>>>

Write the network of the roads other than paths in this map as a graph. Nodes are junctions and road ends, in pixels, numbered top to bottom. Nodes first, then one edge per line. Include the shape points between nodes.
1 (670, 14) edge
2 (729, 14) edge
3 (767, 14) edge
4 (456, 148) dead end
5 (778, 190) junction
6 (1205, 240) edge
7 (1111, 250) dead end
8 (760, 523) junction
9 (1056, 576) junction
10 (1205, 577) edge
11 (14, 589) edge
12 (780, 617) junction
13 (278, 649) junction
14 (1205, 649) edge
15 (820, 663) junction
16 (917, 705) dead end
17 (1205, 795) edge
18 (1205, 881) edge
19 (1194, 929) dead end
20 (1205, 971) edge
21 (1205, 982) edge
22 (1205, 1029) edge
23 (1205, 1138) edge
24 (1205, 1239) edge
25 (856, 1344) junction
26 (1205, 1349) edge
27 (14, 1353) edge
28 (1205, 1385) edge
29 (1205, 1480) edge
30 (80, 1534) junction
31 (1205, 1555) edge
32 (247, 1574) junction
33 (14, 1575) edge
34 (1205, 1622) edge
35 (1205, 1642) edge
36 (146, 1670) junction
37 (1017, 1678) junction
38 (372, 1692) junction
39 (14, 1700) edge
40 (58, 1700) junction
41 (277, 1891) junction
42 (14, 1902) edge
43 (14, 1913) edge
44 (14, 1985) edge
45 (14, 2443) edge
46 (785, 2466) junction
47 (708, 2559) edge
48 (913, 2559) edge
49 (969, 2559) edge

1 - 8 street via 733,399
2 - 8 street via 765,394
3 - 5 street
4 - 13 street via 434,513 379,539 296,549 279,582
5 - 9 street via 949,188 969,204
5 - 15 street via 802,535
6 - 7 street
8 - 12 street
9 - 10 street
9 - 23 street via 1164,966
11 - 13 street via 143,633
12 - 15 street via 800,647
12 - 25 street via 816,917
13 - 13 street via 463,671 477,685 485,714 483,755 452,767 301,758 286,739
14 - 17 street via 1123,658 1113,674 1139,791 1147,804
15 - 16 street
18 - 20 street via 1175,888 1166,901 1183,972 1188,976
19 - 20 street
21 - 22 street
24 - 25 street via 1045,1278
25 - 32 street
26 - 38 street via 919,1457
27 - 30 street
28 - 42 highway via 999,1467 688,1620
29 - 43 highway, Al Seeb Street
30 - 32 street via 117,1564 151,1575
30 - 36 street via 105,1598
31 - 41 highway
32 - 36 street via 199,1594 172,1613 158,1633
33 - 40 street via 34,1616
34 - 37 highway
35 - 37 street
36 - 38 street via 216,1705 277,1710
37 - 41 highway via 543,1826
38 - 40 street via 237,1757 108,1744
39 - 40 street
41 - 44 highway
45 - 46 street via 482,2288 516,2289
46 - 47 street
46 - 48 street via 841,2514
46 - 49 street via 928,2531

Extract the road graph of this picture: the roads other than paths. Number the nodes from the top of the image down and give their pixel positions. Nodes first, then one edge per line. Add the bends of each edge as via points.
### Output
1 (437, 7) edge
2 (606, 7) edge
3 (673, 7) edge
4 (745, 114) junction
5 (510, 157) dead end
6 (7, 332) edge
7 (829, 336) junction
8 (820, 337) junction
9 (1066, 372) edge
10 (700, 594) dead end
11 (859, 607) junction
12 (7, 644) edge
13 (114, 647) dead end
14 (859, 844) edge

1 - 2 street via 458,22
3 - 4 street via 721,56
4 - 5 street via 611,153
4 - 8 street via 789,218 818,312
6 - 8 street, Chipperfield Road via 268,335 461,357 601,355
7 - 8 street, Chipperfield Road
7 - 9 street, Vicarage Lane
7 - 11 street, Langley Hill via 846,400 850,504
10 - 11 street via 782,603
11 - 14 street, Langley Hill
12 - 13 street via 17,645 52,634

<<<

▸ Assigned task
Collect each line of the entries that has the word "Nodes", copying it in full.

▸ Finished task
Write the network of the roads other than paths in this map as a graph. Nodes are junctions and road ends, in pixels, numbered top to bottom. Nodes first, then one edge per line. Include the shape points between nodes.
Extract the road graph of this picture: the roads other than paths. Number the nodes from the top of the image down and give their pixel positions. Nodes first, then one edge per line. Add the bends of each edge as via points.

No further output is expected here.